Working with their former faculty advisor, Professor Sandrine Dudoit, and colleagues at a number of institutions in the U.S. and Europe, their tool of choice for this project was PSC’s NSF-funded Bridges-2 supercomputer. The scientists got time on Bridges-2 through an allocation from ACCESS, the NSF’s network of supercomputing resources, in which PSC is a leading member.
HOW PSC HELPED
The problem came down to the need to make cell clusters, defined by differences in their single-cell transcriptome sequencing (scRNA-Seq) fingerprints, as small as possible while remaining reproducible. They designed Dune, an implementation of their strategy using the popular R statistics software package, to take as its input rough clusters of cells defined by current computer-driven clustering methods, with somewhat arbitrary definitions set by humans. Dune would then mix and match the cells in these initial clusters to break them into clusters as small as possible until further mixing wouldn’t improve the clusters.
“[Dune is] definitely computationally intensive … [it] does an exhaustive search over pairs of clusters from within a given clustering [and searches] over every possible pair of, say, 100 clusters to see which ones could be merged, and which of those merges would be most optimal. I’ve tried running similar things on my laptop a couple of times, and it does not work … I think it would have been very, very difficult to do this without these sorts of computational resources.”
— Kelly Street, University of Southern California
Bridges-2 proved an ideal place to run their software. The work required hundreds of different reshufflings of the clusters. Bridges-2’s hundreds of powerful computing nodes were able to run Dune in minutes rather than days. First using simulated data — so that the collaborators would know what the “ground truth” clusters were — Roux de Bézieux ran Dune using different input clusters of the same sets of cells.
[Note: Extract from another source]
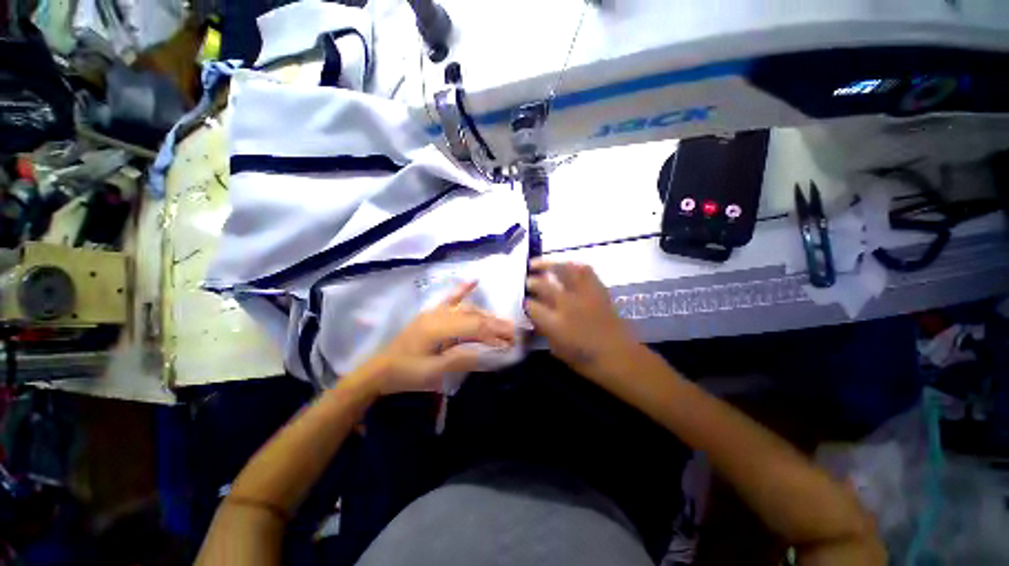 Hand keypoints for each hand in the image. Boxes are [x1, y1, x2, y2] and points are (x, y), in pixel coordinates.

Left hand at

The results were encouraging. Dune produced similar clusters regardless of how well or badly the input clusters sorted the data. It also automatically reached a stopping point at which the clusters couldn’t be improved on, again despite the quality of the input data. Best of all, the final clusters it produced agreed well with the ground truth of the simulated clusters.
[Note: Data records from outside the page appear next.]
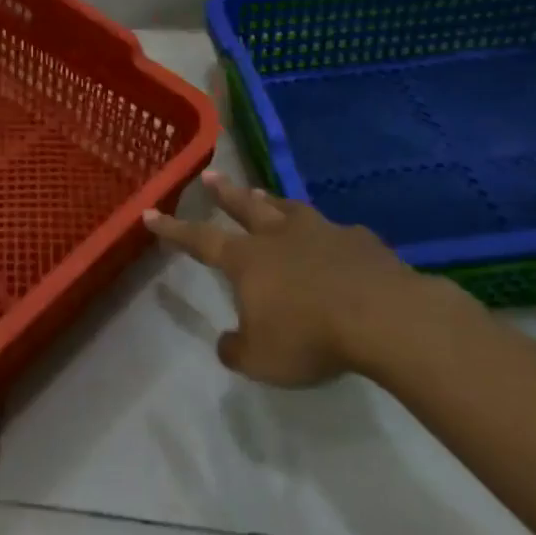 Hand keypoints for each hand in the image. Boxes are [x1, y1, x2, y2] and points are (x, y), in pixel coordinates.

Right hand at [143, 170, 441, 384]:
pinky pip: (336, 231)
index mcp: (247, 259)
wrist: (385, 318)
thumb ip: (237, 349)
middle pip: (245, 207)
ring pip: (288, 209)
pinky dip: (326, 233)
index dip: (173, 228)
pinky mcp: (361, 242)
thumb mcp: (261, 359)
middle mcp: (279, 236)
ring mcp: (322, 233)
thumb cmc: (310, 336)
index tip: (150, 212)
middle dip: (224, 193)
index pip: (199, 239)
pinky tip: (334, 237)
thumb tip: (228, 342)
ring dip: (271, 201)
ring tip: (262, 193)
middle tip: (210, 175)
Taking Dune to real scRNA-Seq data, the scientists then found that the software improved significantly on the performance of current methods, particularly those requiring more human or computer time for defining clusters. The team reported their results in the journal BMC Bioinformatics in May 2024. They’ve also made Dune available to other researchers through an open-source software package released through the Bioconductor Project and written using R.